Agli inizi degli Anni ’70 l’unificazione tra CSI e FARI

di Leonio Callioni

Quello che segue è un elenco di nomi per lo più poco conosciuti, salvo eccezioni, perciò meritevoli di menzione: Grazia Fuccaro, Presidente nazionale della FARI; Aldo Notario, Presidente nazionale del CSI; Giulio Martinucci, Vicepresidente nazionale del CSI; Vincenzo Natalizia, Vicepresidente nazionale del CSI; Chiara Terzani, Vicepresidente nazionale della FARI; don Claudio Bucciarelli, Consulente Ecclesiastico nazionale del CSI.

Sono i protagonisti dell’unificazione CSI-FARI che, nel 1971, a seguito di Congressi straordinari delle due Associazioni e conseguente riforma dei rispettivi statuti, sanciscono l’unificazione tra Centro Sportivo Italiano (per il settore maschile) e Federazione delle Attività Ricreative Italiane (per il settore femminile).

Siamo all’inizio degli Anni ’70, con il vento della contestazione (a lungo ribollente e sfociata nelle manifestazioni del 1968 e proseguita per diversi anni) che soffia potente sulle società “occidentali”. Sulla spinta di giovani universitari, di alcuni sindacati e del movimento operaio, si esprime con forza in tutti i settori della società una potente spinta verso il cambiamento, con la contestazione radicale delle istituzioni.

In quegli anni CSI e FARI concretizzano le idee di collaborazione maturate nel corso del tempo, alla luce di una rinnovata necessità di proporre, insieme, l’attività sportiva, educativa e formativa, sia per le ragazze che per i ragazzi.

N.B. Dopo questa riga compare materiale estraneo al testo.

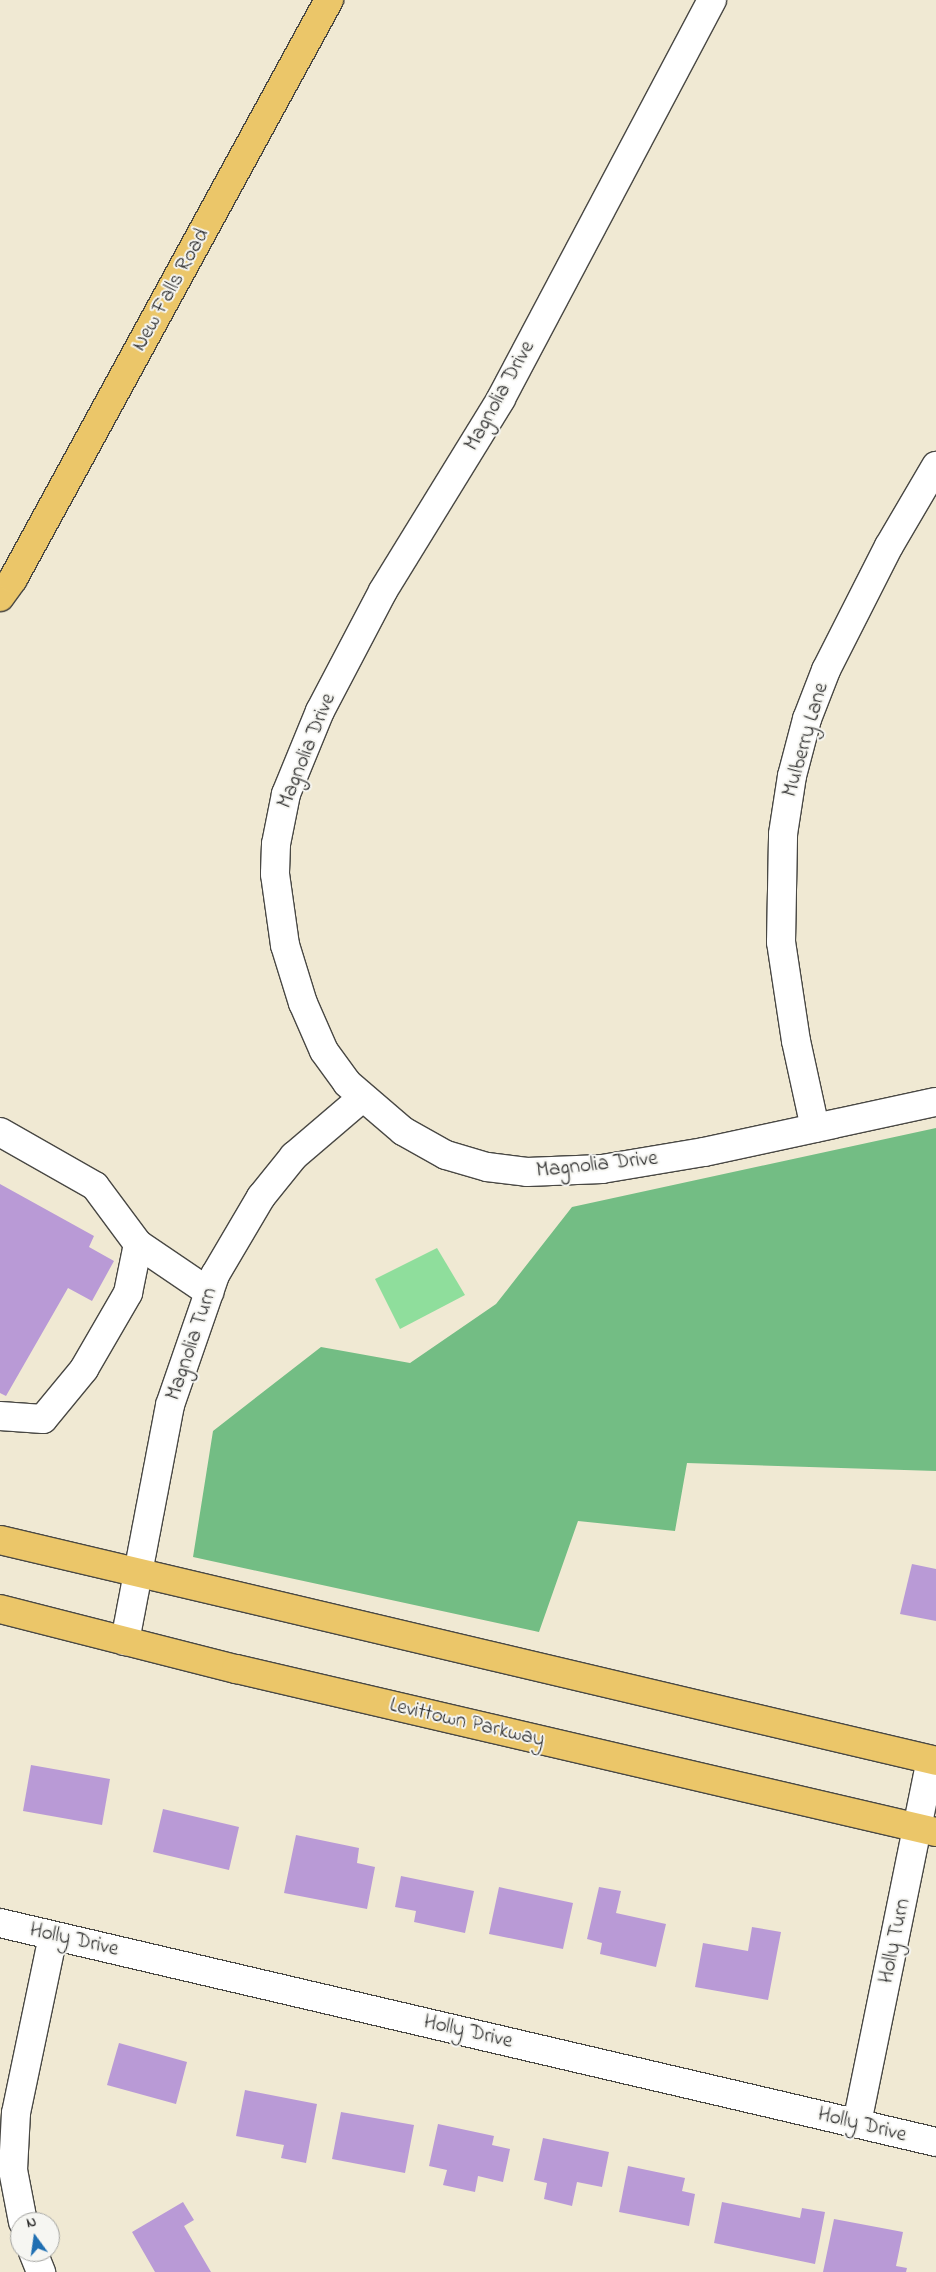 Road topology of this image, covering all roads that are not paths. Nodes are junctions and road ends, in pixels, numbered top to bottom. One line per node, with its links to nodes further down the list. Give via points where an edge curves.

«L’unificazione del CSI e della FARI – apprendiamo dalle pagine del secondo volume di “Cent’anni di storia nella realtà dello sport italiano” del CSI – è un importante avvenimento nella vita delle due Associazioni, un avvenimento che doveva continuare nella ricerca di un modo di stare insieme per dare vita ad un’Associazione unica, nella quale confluire e valorizzare due esperienze diverse, un avvenimento che doveva essere vissuto con coscienza da tutti i soci delle due Associazioni, per valorizzarsi completamente». E più oltre: «Si vuole creare un’Associazione che rovesci il tradizionale e scontato rapporto di subordinazione del cosiddetto ‘settore femminile’ per far spazio ad una paritetica e corretta collaborazione tra uomini e donne che pensano insieme e che insieme gestiscono la loro attività e la loro vita associativa».

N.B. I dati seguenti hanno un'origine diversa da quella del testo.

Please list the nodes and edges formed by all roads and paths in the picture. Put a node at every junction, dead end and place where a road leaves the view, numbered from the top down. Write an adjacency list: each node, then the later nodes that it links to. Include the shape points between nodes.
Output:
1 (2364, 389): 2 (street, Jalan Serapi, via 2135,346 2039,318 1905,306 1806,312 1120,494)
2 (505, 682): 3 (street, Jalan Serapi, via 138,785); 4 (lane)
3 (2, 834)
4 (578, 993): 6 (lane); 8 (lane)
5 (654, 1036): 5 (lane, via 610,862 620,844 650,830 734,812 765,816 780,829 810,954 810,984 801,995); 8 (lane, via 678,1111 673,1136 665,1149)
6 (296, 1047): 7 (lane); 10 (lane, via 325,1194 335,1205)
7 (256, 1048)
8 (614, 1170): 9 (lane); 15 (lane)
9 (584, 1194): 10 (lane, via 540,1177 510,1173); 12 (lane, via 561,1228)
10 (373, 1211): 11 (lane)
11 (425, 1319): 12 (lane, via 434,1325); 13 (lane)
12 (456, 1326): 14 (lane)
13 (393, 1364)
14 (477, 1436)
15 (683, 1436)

Non ci sono dubbi che, lette oggi, queste poche ma significative affermazioni, dai giovani, risulteranno banali, scontate, perfino superate. Eppure questa unificazione risulterà, ad una lettura storica, profondamente radicale, capace di cambiare la proposta sportiva su tutto il territorio nazionale. E quindi di incidere sui costumi e sulle categorie della società. Quella stessa società che, è bene ricordarlo, fino al decreto del 10 marzo 1946, non consentiva alle donne di esprimere il proprio voto né, tanto meno, di essere elette a ruoli di responsabilità amministrativa.